## Exercise prompt
Restate every record word for word, without the pictures.
─── Record extracts ───
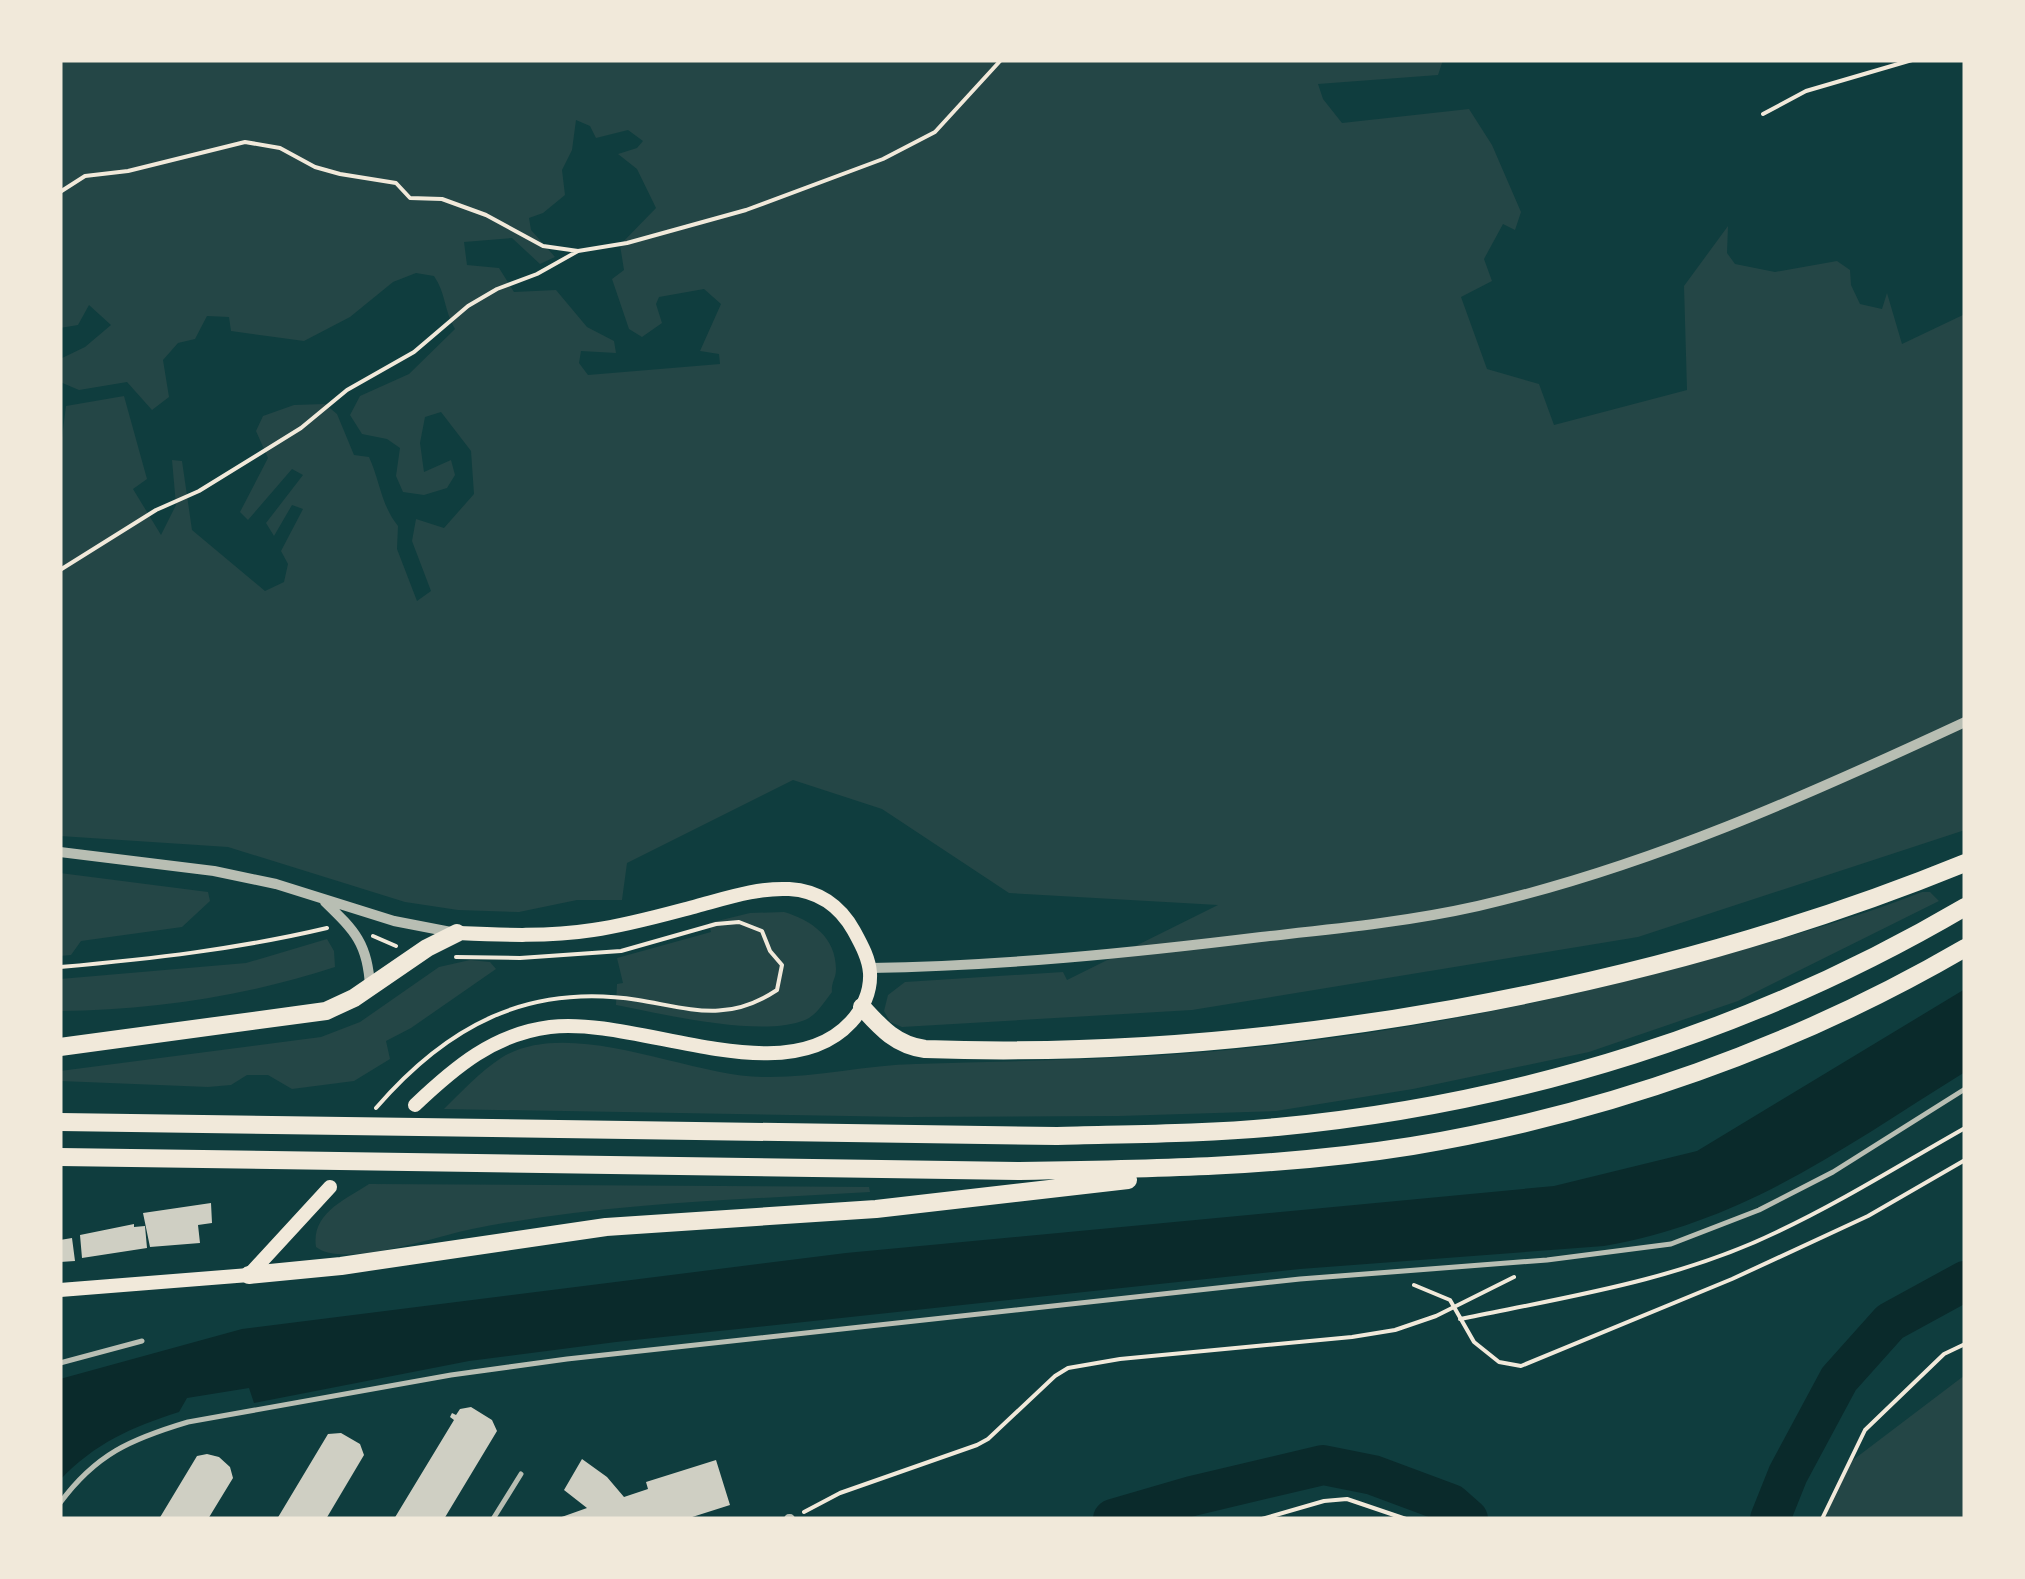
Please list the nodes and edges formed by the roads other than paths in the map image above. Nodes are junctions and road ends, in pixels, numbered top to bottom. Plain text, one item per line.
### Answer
1 (1965, 722) edge
2 (60, 852) edge
3 (1965, 863) edge
4 (320, 898) junction
5 (1965, 906) edge
6 (457, 933) junction
7 (1965, 948) edge
8 (870, 968) junction
9 (370, 987) junction
10 (862, 1007) junction
11 (60, 1047) edge
12 (1965, 1089) edge
13 (415, 1105) dead end
14 (60, 1122) edge
15 (60, 1157) edge
16 (1321, 1158) junction
17 (330, 1187) dead end
18 (249, 1275) junction
19 (60, 1290) edge
20 (142, 1340) dead end
21 (60, 1364) edge
22 (521, 1474) dead end
23 (60, 1503) edge
24 (493, 1519) edge

1 - 8 street
2 - 4 street
3 - 10 highway
4 - 6 street
4 - 9 street
5 - 14 highway
6 - 8 main road
6 - 9 highway
7 - 16 highway
8 - 10 main road
9 - 11 highway
10 - 13 main road
12 - 23 lane
15 - 16 highway
16 - 18 highway
17 - 18 main road
18 - 19 main road
20 - 21 lane
22 - 24 lane

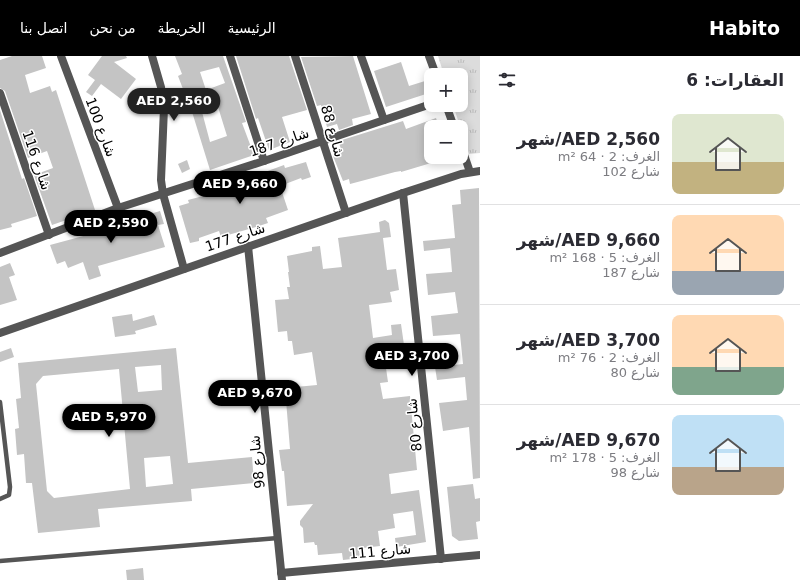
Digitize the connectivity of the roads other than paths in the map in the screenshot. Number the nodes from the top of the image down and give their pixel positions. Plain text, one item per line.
1 (61, 56) edge
2 (152, 56) edge
3 (230, 56) edge
4 (295, 56) edge
5 (362, 56) edge
6 (429, 56) edge
7 (433, 68) edge
8 (0, 93) edge
9 (424, 106) edge
10 (384, 120) junction
11 (322, 142) junction
12 (264, 161) junction
13 (467, 164) edge
14 (480, 171) edge
15 (470, 172) junction
16 (403, 193) junction
17 (163, 194) junction
18 (118, 208) junction
19 (346, 213) junction
20 (49, 235) junction
21 (248, 246) junction
22 (0, 253) edge
23 (184, 269) junction
24 (0, 333) edge
25 (0, 402) edge
26 (0, 499) edge
27 (278, 538) junction
28 (480, 555) edge
29 (441, 559) junction
30 (0, 562) edge
31 (282, 576) edge

1 - 18 street, شارع 100
2 - 17 street
3 - 12 street
4 - 11 street, شارع 88
5 - 10 street
6 - 7 street
8 - 20 street, شارع 116
9 - 10 street, شارع 187
10 - 11 street, شارع 187
11 - 12 street, شارع 187
11 - 19 street, شارع 88
12 - 17 street, شارع 187
13 - 15 street
14 - 15 street, شارع 177
15 - 16 street, شارع 177
16 - 19 street, شارع 177
16 - 29 street, شارع 80
17 - 18 street, شارع 187
17 - 23 street
18 - 20 street, شارع 187
19 - 21 street, شارع 177
20 - 22 street, شارع 187
21 - 23 street, شارع 177
21 - 27 street, شارع 98
23 - 24 street, شارع 177
25 - 26 lane
27 - 30 lane
27 - 31 street, شارع 98
28 - 29 street, شارع 111
29 - 31 street, شارع 111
───
## Answer area
Please list the nodes and edges formed by the roads other than paths in the map image above. Nodes are junctions and road ends, in pixels, numbered top to bottom. Plain text, one item per line.
### Answer
1 (1965, 722) edge
2 (60, 852) edge
3 (1965, 863) edge
4 (320, 898) junction
5 (1965, 906) edge
6 (457, 933) junction
7 (1965, 948) edge
8 (870, 968) junction
9 (370, 987) junction
10 (862, 1007) junction
11 (60, 1047) edge
12 (1965, 1089) edge
13 (415, 1105) dead end
14 (60, 1122) edge
15 (60, 1157) edge
16 (1321, 1158) junction
17 (330, 1187) dead end
18 (249, 1275) junction
19 (60, 1290) edge
20 (142, 1340) dead end
21 (60, 1364) edge
22 (521, 1474) dead end
23 (60, 1503) edge
24 (493, 1519) edge

1 - 8 street
2 - 4 street
3 - 10 highway
4 - 6 street
4 - 9 street
5 - 14 highway
6 - 8 main road
6 - 9 highway
7 - 16 highway
8 - 10 main road
9 - 11 highway
10 - 13 main road
12 - 23 lane
15 - 16 highway
16 - 18 highway
17 - 18 main road
18 - 19 main road
20 - 21 lane
22 - 24 lane

Digitize the connectivity of the roads other than paths in the map in the screenshot. Number the nodes from the top of the image down and give their pixel positions. Plain text, one item per line.
1 (61, 56) edge
2 (152, 56) edge
3 (230, 56) edge
4 (295, 56) edge
5 (362, 56) edge
6 (429, 56) edge
7 (433, 68) edge
8 (0, 93) edge
9 (424, 106) edge
10 (384, 120) junction
11 (322, 142) junction
12 (264, 161) junction
13 (467, 164) edge
14 (480, 171) edge
15 (470, 172) junction
16 (403, 193) junction
17 (163, 194) junction
18 (118, 208) junction
19 (346, 213) junction
20 (49, 235) junction
21 (248, 246) junction
22 (0, 253) edge
23 (184, 269) junction
24 (0, 333) edge
25 (0, 402) edge
26 (0, 499) edge
27 (278, 538) junction
28 (480, 555) edge
29 (441, 559) junction
30 (0, 562) edge
31 (282, 576) edge

1 - 18 street, شارع 100
2 - 17 street
3 - 12 street
4 - 11 street, شارع 88
5 - 10 street
6 - 7 street
8 - 20 street, شارع 116
9 - 10 street, شارع 187
10 - 11 street, شارع 187
11 - 12 street, شارع 187
11 - 19 street, شارع 88
12 - 17 street, شارع 187
13 - 15 street
14 - 15 street, شارع 177
15 - 16 street, شارع 177
16 - 19 street, شارع 177
16 - 29 street, شارع 80
17 - 18 street, شارع 187
17 - 23 street
18 - 20 street, شارع 187
19 - 21 street, شارع 177
20 - 22 street, شارع 187
21 - 23 street, شارع 177
21 - 27 street, شارع 98
23 - 24 street, شارع 177
25 - 26 lane
27 - 30 lane
27 - 31 street, شارع 98
28 - 29 street, شارع 111
29 - 31 street, شارع 111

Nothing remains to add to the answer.